### [What needs to be done]
Lines with the string "Windmill" are to be identified in the listing and copied.
(Supplied entries begins)
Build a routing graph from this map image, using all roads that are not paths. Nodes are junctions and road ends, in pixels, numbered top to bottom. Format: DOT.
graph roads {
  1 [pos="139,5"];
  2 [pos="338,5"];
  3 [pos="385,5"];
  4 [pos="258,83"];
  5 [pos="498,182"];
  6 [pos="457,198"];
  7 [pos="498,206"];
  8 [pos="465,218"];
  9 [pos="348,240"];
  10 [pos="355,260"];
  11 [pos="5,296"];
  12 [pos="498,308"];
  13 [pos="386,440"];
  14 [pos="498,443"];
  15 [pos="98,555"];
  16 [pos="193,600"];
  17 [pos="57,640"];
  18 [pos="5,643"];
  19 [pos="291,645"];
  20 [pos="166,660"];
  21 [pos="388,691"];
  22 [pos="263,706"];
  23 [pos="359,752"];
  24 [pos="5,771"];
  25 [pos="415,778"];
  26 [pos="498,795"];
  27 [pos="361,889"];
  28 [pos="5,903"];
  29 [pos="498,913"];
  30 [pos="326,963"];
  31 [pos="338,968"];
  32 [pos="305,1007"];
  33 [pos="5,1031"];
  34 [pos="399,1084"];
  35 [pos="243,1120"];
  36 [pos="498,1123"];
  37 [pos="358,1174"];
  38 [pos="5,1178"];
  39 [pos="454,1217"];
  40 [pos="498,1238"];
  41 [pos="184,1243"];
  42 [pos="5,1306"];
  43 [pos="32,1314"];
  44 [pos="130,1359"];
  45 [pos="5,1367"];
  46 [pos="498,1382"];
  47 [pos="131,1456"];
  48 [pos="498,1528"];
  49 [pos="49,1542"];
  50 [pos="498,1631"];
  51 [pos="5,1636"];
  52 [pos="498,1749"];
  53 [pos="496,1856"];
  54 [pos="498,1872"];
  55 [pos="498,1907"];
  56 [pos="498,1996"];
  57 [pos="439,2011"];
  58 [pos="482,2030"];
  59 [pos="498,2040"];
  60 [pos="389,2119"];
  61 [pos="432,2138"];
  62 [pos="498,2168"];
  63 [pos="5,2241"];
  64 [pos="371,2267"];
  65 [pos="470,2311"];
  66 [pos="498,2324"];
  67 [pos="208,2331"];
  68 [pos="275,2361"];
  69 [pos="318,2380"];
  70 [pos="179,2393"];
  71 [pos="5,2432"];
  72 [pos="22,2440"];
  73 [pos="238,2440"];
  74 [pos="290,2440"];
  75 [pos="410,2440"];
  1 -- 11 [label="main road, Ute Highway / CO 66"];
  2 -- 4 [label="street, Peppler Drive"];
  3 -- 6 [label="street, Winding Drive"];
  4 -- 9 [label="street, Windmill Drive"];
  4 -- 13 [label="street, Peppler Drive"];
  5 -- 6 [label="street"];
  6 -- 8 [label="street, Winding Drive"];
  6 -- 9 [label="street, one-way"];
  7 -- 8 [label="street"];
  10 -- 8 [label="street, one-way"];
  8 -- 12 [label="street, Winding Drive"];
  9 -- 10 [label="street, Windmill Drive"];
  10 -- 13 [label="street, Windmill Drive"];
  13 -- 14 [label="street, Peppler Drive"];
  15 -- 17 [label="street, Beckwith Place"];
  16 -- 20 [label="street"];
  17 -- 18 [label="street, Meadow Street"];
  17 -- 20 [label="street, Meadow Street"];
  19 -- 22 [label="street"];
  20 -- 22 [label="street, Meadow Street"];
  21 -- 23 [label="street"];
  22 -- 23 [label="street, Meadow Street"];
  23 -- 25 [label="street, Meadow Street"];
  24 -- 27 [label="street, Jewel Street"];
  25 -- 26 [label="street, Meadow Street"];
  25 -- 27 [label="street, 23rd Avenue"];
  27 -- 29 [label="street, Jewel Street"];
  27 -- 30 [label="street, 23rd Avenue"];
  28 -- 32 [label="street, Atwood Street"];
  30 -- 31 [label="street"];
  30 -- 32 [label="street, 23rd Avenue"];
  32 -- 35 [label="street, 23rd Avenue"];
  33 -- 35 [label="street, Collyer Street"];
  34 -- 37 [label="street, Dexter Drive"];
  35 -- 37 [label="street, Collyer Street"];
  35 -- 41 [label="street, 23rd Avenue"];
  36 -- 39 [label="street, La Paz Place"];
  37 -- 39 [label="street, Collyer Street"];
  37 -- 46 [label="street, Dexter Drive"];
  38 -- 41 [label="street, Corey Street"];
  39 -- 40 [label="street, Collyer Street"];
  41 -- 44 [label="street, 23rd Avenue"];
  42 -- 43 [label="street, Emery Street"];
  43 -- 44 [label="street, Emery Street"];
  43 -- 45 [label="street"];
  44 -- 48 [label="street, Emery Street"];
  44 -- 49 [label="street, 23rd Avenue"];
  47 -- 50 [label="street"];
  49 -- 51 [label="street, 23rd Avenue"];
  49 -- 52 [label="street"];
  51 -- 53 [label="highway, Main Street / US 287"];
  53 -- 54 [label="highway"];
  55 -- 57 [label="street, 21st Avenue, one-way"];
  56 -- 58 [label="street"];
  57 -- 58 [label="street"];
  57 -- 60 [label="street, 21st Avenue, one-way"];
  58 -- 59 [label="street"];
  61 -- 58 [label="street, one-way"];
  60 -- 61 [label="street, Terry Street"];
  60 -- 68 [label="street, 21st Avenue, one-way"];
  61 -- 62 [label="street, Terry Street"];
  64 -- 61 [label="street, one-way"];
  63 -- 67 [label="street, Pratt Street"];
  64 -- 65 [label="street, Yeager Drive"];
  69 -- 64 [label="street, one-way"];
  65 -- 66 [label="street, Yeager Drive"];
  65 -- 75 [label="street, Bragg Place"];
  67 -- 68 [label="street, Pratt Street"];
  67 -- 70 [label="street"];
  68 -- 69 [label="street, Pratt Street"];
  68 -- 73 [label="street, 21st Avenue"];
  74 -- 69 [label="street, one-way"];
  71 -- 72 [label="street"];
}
(Supplied entries ends)
### [Answer below]
  4 -- 9 [label="street, Windmill Drive"];
  9 -- 10 [label="street, Windmill Drive"];
  10 -- 13 [label="street, Windmill Drive"];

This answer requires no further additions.